It’s certainly an ageing protocol. Invented in the 1970’s, most implementations follow RFC 959, published in 1985.
And there are plenty of criticisms of FTP. It isn’t secure – passwords are sent in plain text. Data transfers use a new TCP connection for each transfer, and this can cause complications with firewalls as well as exhausting system resources. Directory listings aren’t standardized, and timestamps aren’t preserved on transferred files.
And yet FTP still persists. A quick google reveals hundreds, if not thousands, of FTP products on the market, and millions of references. Given its flaws, why is FTP still in use?
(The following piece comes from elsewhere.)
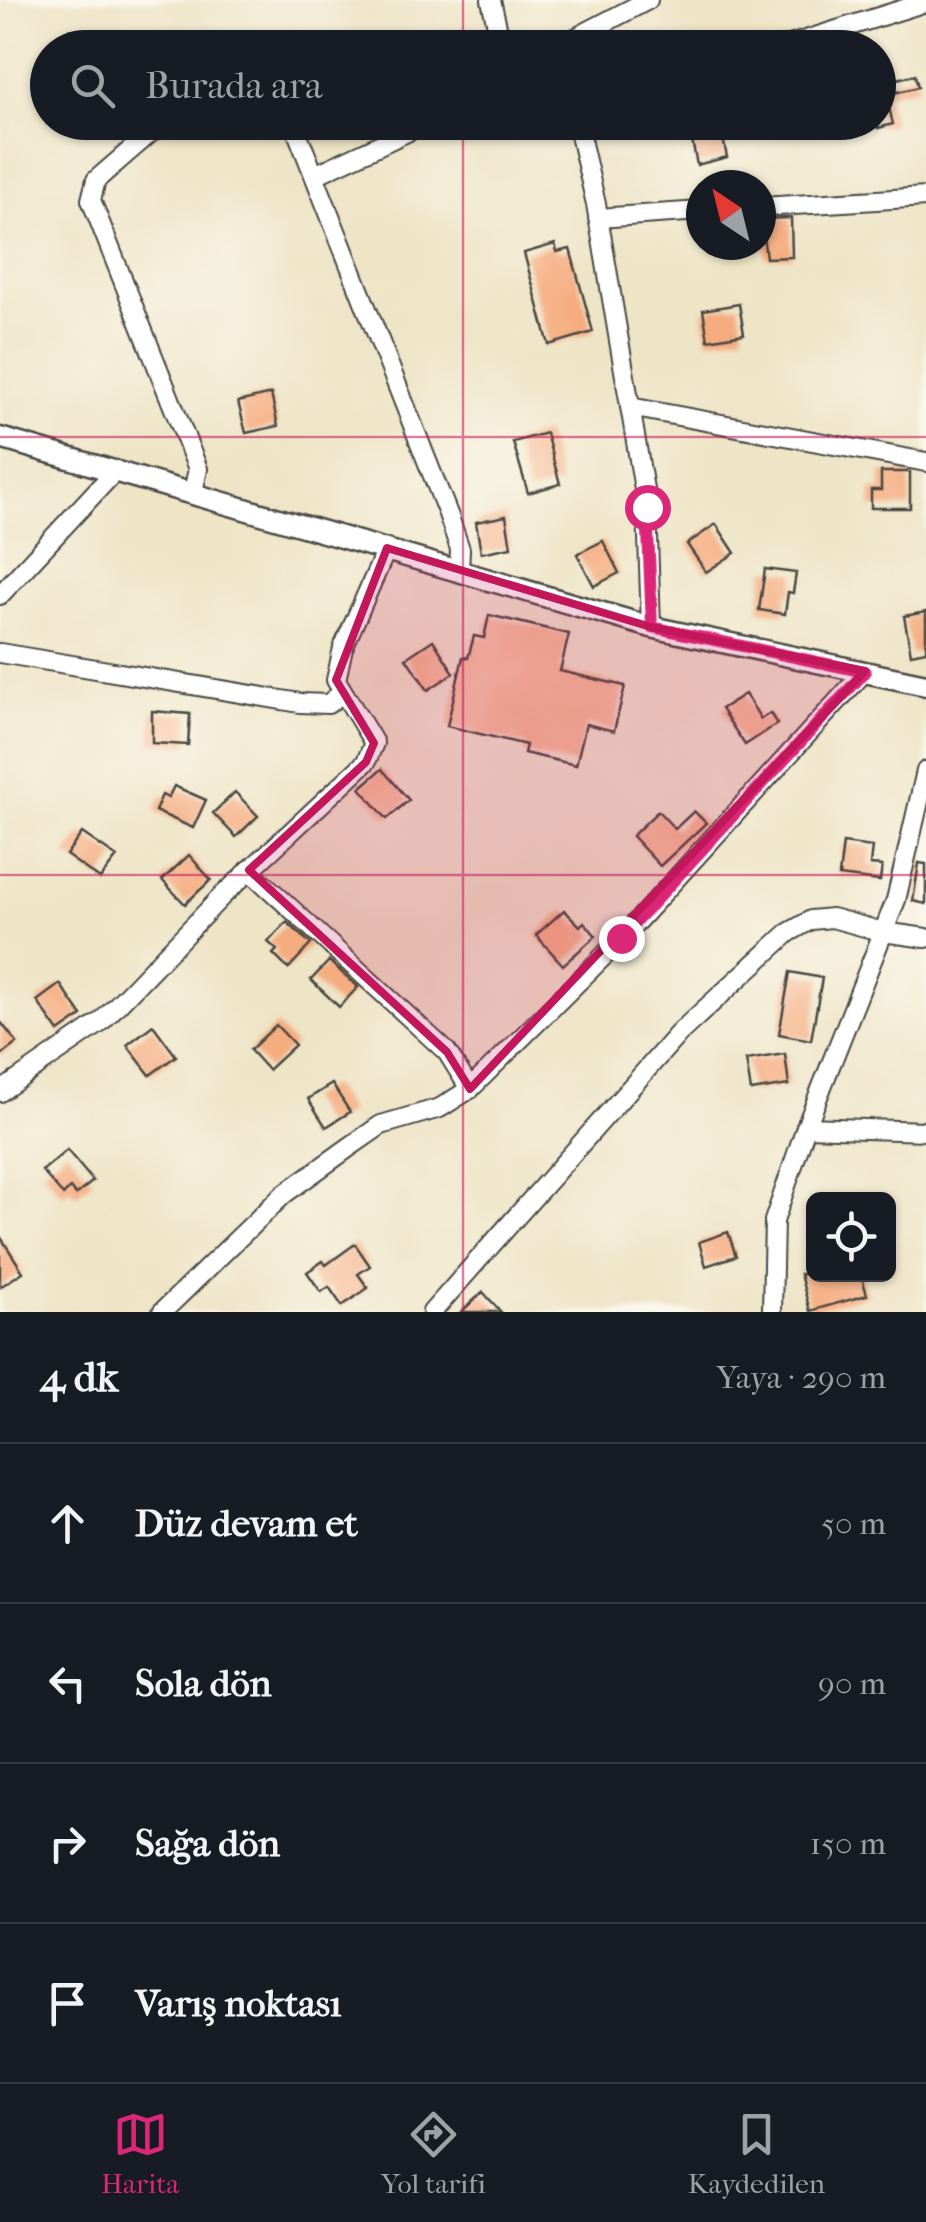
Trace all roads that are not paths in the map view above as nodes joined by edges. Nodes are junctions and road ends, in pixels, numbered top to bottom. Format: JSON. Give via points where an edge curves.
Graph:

The biggest reason is the lack of competition. There simply aren’t many viable alternatives for transferring files across networks, including the Internet. HTTP is primarily used for downloading files, and isn’t very flexible. More proprietary protocols such as SMB are for local networks only. Instant messaging clients do provide file transfer facilities, but these are tightly integrated with the GUI, and generally only work with other clients on the same messaging network.
Also, many NAT devices automatically work with FTP, opening and closing data ports as needed. The appropriately ports are normally open in firewalls, so if anything will work without reconfiguration, it will be FTP.
So it seems that FTP will be around for a long time yet.
Given that we haven’t got much choice, how can we best use FTP?
One of the most important criticisms is lack of security. FTPS (FTP over SSL) was designed to overcome this problem.
Often called secure FTP, in FTPS passwords are no longer sent in plain text, but over an encrypted connection. Both commands and data can be encrypted, and a number of ciphers are available. FTPS is becoming quite widespread, and is supported by many FTP servers. It is a good choice if it is a requirement to add security to existing applications that are using FTP, as the protocol is not significantly changed. It should be noted that firewalls may require some reconfiguration as NAT devices are no longer able to automatically open and close ports as required – since commands are encrypted they are unable to determine what ports are being used.
Another option is to use SFTP (FTP over SSH). This is actually a different protocol altogether, and one that was designed to provide security from the beginning. It also uses a single TCP connection for both commands and data, eliminating most firewall problems. As SFTP is a more modern protocol, it also provides standardized directory listings and other useful features.
In conclusion, FTP lives on and on. It is still the most popular way of transferring files, and both FTPS and SFTP offer more secure ways of doing so than ordinary FTP.